As far as I can see, these are the only two instances in Western civilization.

As in ancient Greece, the troubadours included women poets (the trobairitz). The poems of the Countess of Dia reveal a realistic, almost postmodern concept of love, breaking with the courtly love tradition.

The "Nothing Song" of William IX is often taken as an anticipation of the claim that certain modern works, notably nonobjective paintings, are "about nothing." Whatever the merits of this overall claim, it does not seem to apply to the main part of William's poem (see the appendix to the last lecture). It looks to me as if it constitutes a challenge, a testing of the limits, as it were of the triumphant new reign of subjectivity. Instead, William posits (if only as a thought experiment) a contrasting concept of the fluid indeterminacy of personality. As Pound suggested (though in different terms), the troubadours were, among other things, analysts of psychology.

Pound raises several issues that call for revisiting. First is the critical ploy of separating the "good Pound" from the "bad Pound." It seems that we can do this by sticking to the work prior to 1920. However, this body of poetry leads almost seamlessly to The Cantos, with their intermittent advocacy of crackpot economic theories and enthusiasm for Mussolini and his surrogates.

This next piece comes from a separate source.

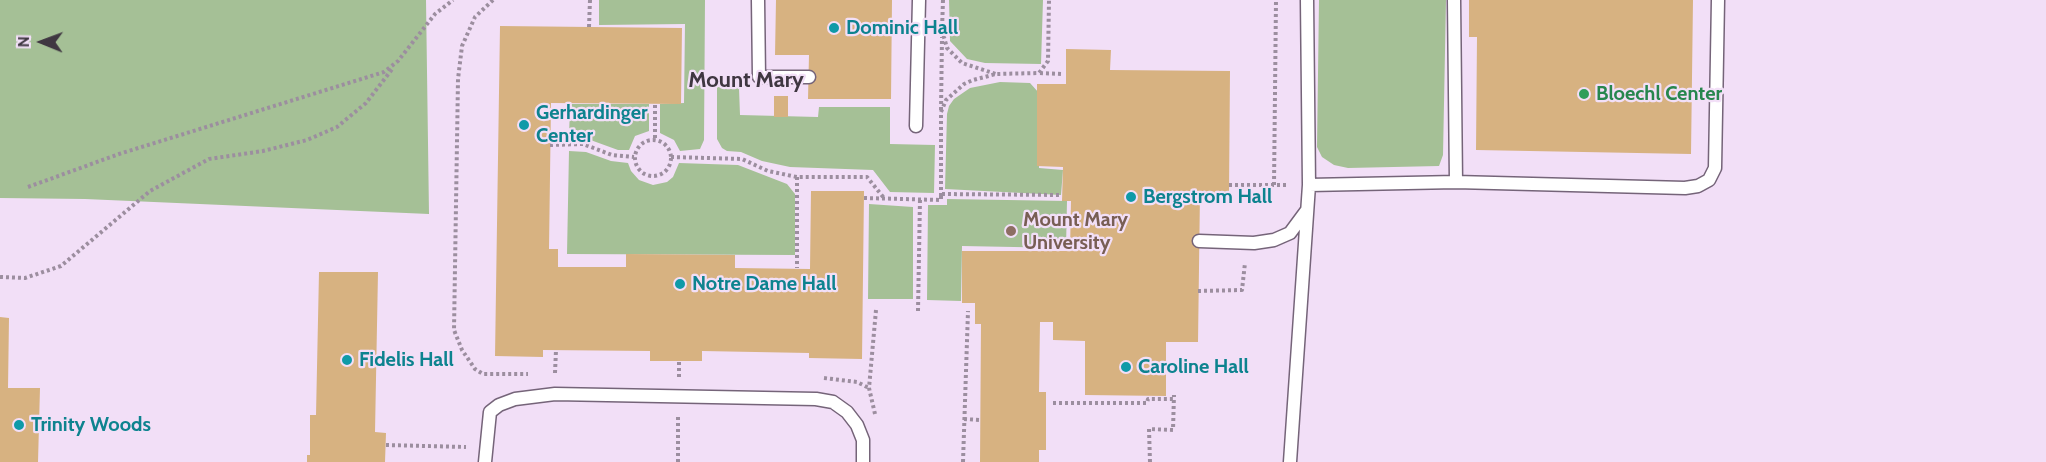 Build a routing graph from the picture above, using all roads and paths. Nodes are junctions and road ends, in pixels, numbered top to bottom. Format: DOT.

How could Pound, an intelligent person, have fallen for Mussolini's fascism? Nowadays scholars have reopened the issue of fascist culture, as there were indeed progressive aspects. One occurred in architecture. Terragni's Casa del Fascio in Como is not only a perfect specimen of the International style inaugurated by Gropius, Mies van der Rohe, and Le Corbusier, it may be the finest building built anywhere in the 1930s. The alliance between fascism and Futurism bore fruit in the Second Futurism of Fortunato Depero and others. Some have even detected "green" elements in fascism, as in the draining of the Pontine Marshes. A medieval feature is his revival of the idea of guilds (corporazioni).

In due course the regime was done in by its weaknesses. Mussolini lacked the economic resources to raise Italy into the status of a major power. His predatory militarism alienated those who had been formally his admirers. And his insulation from criticism ("Mussolini is always right.") was an open invitation to folly.

We mentioned some human foibles of Ezra Pound, as seen in his treatment of women and his children. Unfortunately, his residence in the mental asylum tended to reinforce, rather than cure his delusions.

The second hour discussed an entirely different case of catalytic medievalism, that of Marcel Proust. At the end of his life, Proust stated that his great novel had the structure of a cathedral.

For five years of his life, beginning in 1900, Proust devoted himself to the writings of John Ruskin (he published two translated books). Ruskin's immense influence (both Tolstoy and Gandhi were admirers) reflected in part his hypnotic prose style. In the Dickensian squalor occasioned by the Industrial Revolution many subscribed to Ruskin's equation of architecture and morality. Put bluntly, a good society produces good architecture; a bad society produces bad architecture. We Victorians, he held, are in the latter situation.

Ruskin then was a kind of latter-day prophet, excoriating the glaring faults of society. Here we see, I think, a divergence from Proust, who recorded, but did not condemn, the "decadent" society of France in his day.